Of course, school districts and communities have been down this yellow brick road before, only to find that the great and powerful Oz doesn’t really have the power to fix the budget. In order to do anything, Brown has to steal a handful of Republicans from the clutches (or embraces, depending on one’s perspective) of the California Taxpayers Association. With a $9 billion hole left to fill and an unruly electorate tired of four years of crisis and possessing little faith in the rulers of the Emerald City, our school systems could still take a massive financial hit.

So, as school districts look to the end of June when their final budgets are due, they find themselves on the same precarious footing they’ve been on for years. Do they plan based on the best-case scenario of a final budget deal or a worst-case scenario of no budget deal? Do they keep some of the personnel cuts they’ve considered in their preliminary budgets or do they rescind those cuts and call back teachers based on the new numbers? No one really knows. What a world, indeed.
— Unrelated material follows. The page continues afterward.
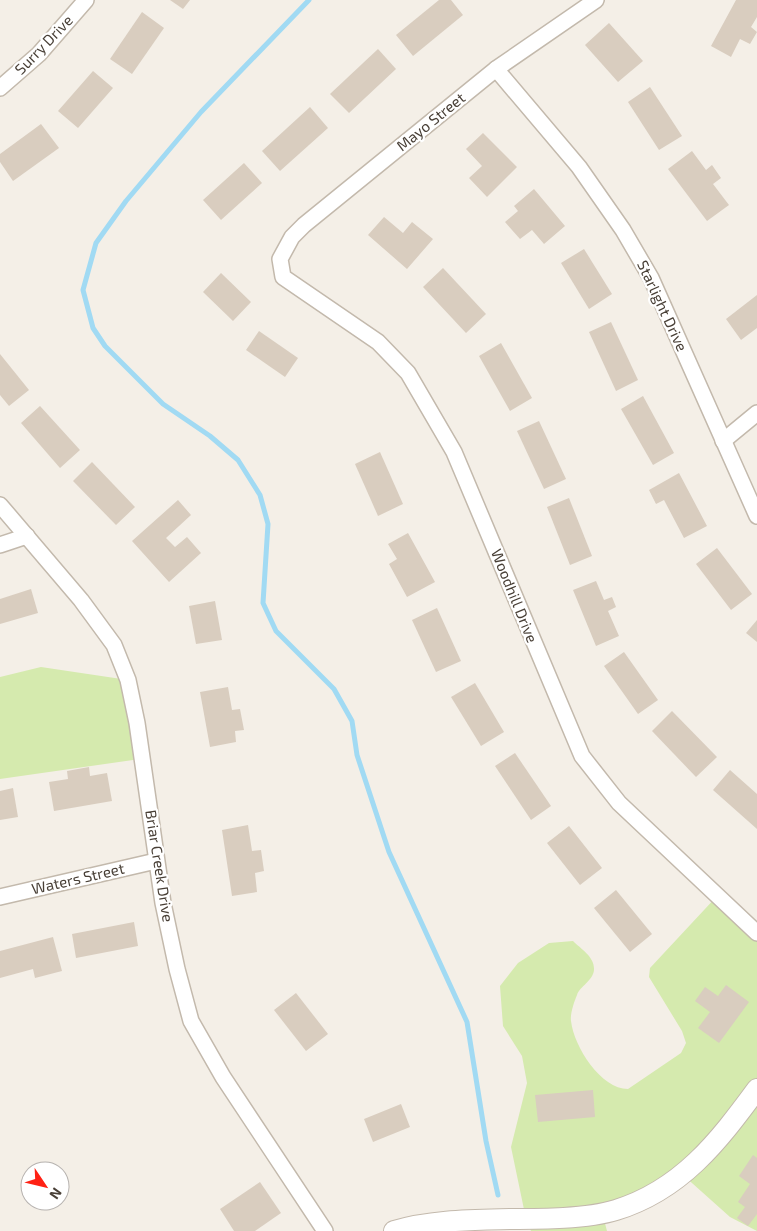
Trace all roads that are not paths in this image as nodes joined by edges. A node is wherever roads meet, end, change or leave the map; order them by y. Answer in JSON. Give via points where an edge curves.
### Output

Trapped in the middle of this annual game of budget chicken are California’s students and school employees. This year, school districts sent out thousands of layoff notices to teachers and other school employees. As we at the Education Trust-West have repeatedly pointed out, these layoffs weren’t based on the effectiveness of school employees or the needs of school communities. The primary factor was seniority – with the impact of those layoffs disproportionally falling on our highest-need communities and the very students most in need of stability. With the budget still in the balance, these communities could be struck by more layoffs. Or they could experience another type of churn as employees whose positions are restored are “recalled” back to schools based solely on seniority.
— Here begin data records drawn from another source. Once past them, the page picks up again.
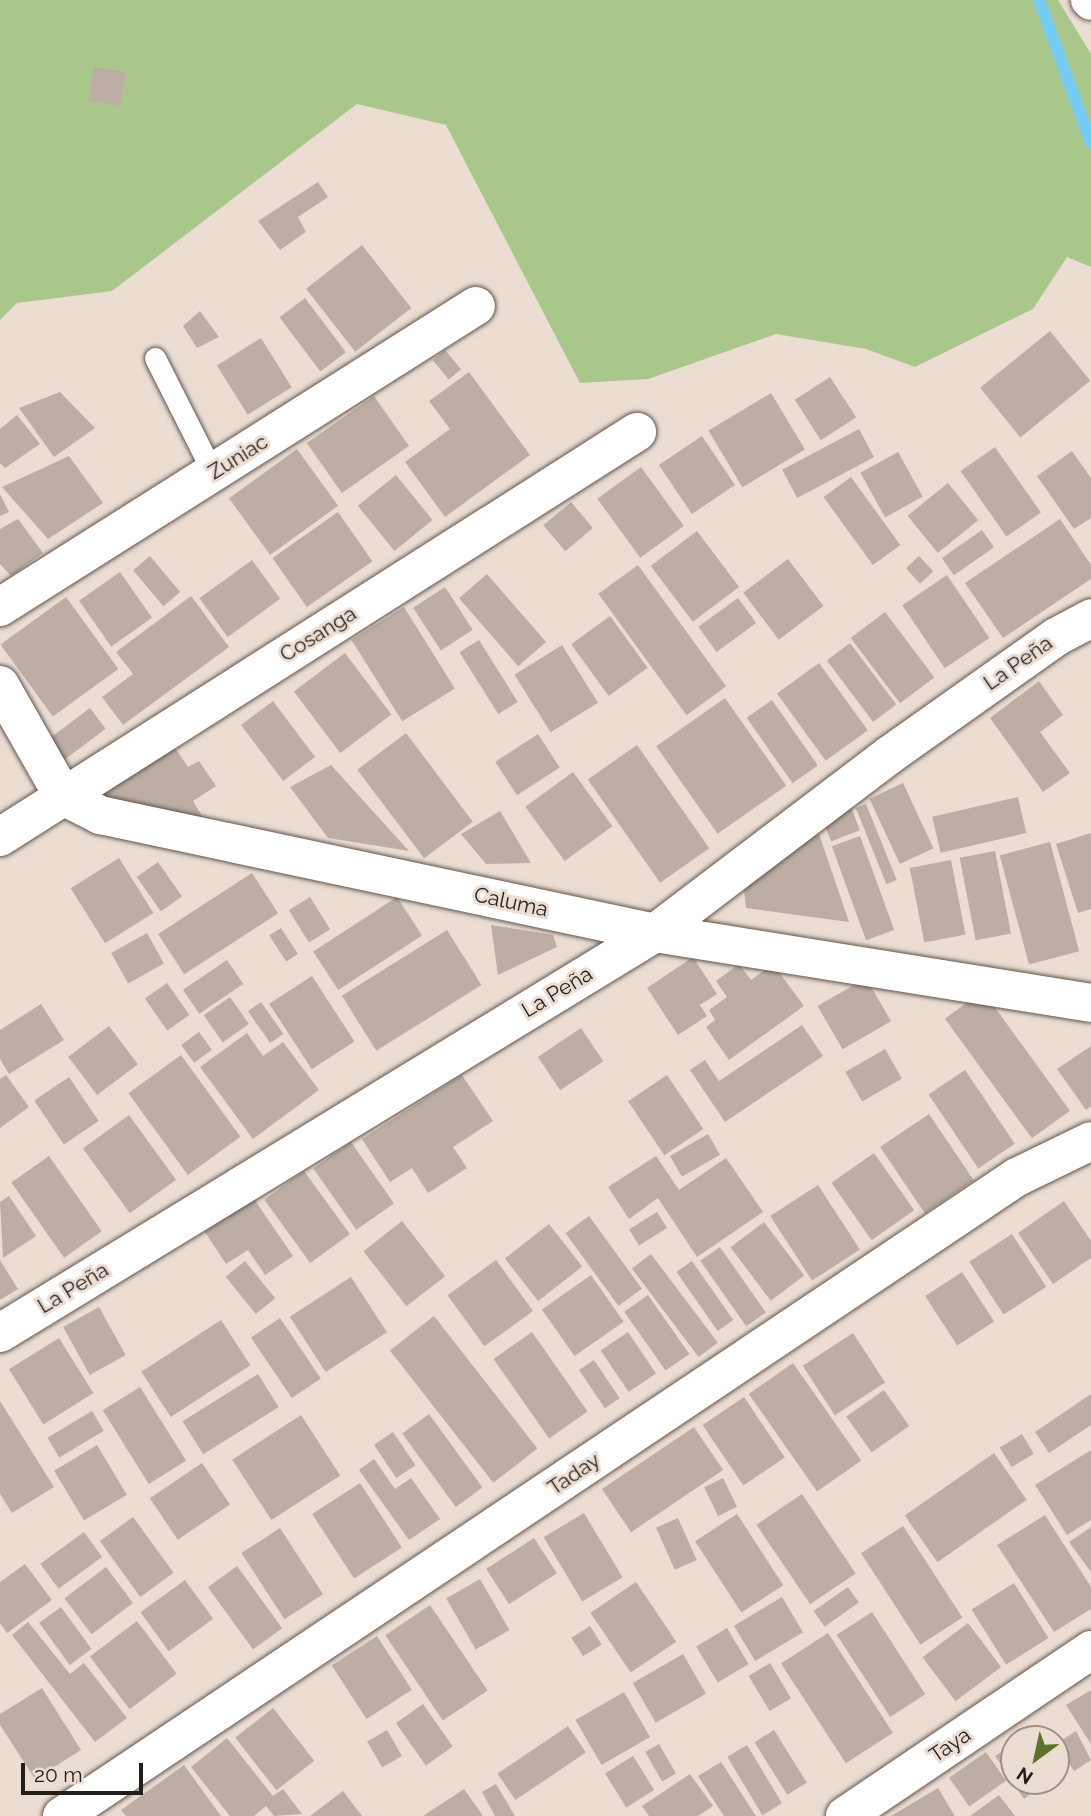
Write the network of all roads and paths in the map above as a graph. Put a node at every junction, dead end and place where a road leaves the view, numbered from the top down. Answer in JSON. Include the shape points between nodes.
{"nodes":[{"id":1,"x":477,"y":306,"type":"dead end"},
{"id":2,"x":155,"y":358,"type":"dead end"},
{"id":3,"x":637,"y":432,"type":"dead end"},
{"id":4,"x":213,"y":473,"type":"junction"},
{"id":5,"x":0,"y":607,"type":"edge"},
{"id":6,"x":1091,"y":618,"type":"edge"},
{"id":7,"x":0,"y":685,"type":"edge"},
{"id":8,"x":63,"y":796,"type":"junction"},
{"id":9,"x":0,"y":837,"type":"edge"},
{"id":10,"x":655,"y":933,"type":"junction"},
{"id":11,"x":1091,"y":1003,"type":"edge"},
{"id":12,"x":1091,"y":1141,"type":"edge"},
{"id":13,"x":0,"y":1333,"type":"edge"},
{"id":14,"x":1091,"y":1650,"type":"edge"},
{"id":15,"x":62,"y":1816,"type":"edge"},
{"id":16,"x":845,"y":1816,"type":"edge"}],
"edges":[{"from":1,"to":4,"type":"street","name":"Zuniac"},
{"from":2,"to":4,"type":"lane"},
{"from":3,"to":8,"type":"street","name":"Cosanga"},
{"from":4,"to":5,"type":"street","name":"Zuniac"},
{"from":6,"to":10,"type":"street","name":"La Peña","via":[[1056,637],[888,756]]},
{"from":7,"to":8,"type":"street"},
{"from":8,"to":9,"type":"street","name":"Cosanga"},
{"from":8,"to":10,"type":"street","name":"Caluma","via":[[100,815]]},
{"from":10,"to":11,"type":"street","name":"Caluma"},
{"from":10,"to":13,"type":"street","name":"La Peña"},
{"from":12,"to":15,"type":"street","name":"Taday","via":[[1017,1177]]},
{"from":14,"to":16,"type":"street","name":"Taya"}]}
If Sacramento acted on behalf of our students and communities, this law would be fixed already. But with the levers of power controlled by adult – not student – interests, Sacramento has failed to act.

Fortunately, we know that some districts have taken courageous steps to use existing authority in state law to mitigate some of the impact of seniority-based layoffs. We have posted a set of tools on our website, More Than Just Seniority: Fighting for the Rights of Students and Communities, that highlight the work of some of these districts. These tools are intended to inform education stakeholders about this existing authority, document its use in student-focused districts, highlight schools with the greatest likelihood of experiencing layoffs, and feature press coverage of the negative effects of quality-blind layoffs.

For example, in San Francisco Unified (SFUSD), district leadership used an exception in the layoff law allowing districts to “skip” teachers who have special training or experience and who are teaching specialized courses. SFUSD protected teachers with math, science, special education, and bilingual credentials, knowing that certain subject areas were critical to students gaining the credits necessary to graduate. Pasadena Unified took this authority one step further when it chose to protect teachers in its new Linked Learning pathways from layoffs, after those programs were destabilized by the previous year’s layoff process.

In another case, districts have used apparent discretion in the seniority-based layoff process to “skip” teachers in order to prevent a violation of “equal protection.” The Reed lawsuit in Los Angeles was based on this situation. The resulting legal settlement with Los Angeles Unified protected 45 high-need and new schools from the seniority-based layoff process (sadly, this ruling is being challenged by the teachers union and California’s Superintendent of Public Instruction). In a similar situation, Sacramento City Unified sought to protect six persistently low-performing schools from the destabilizing effects of teacher layoffs. An administrative law judge approved skipping teachers in the layoff process in five of the six schools for the 2011-2012 school year.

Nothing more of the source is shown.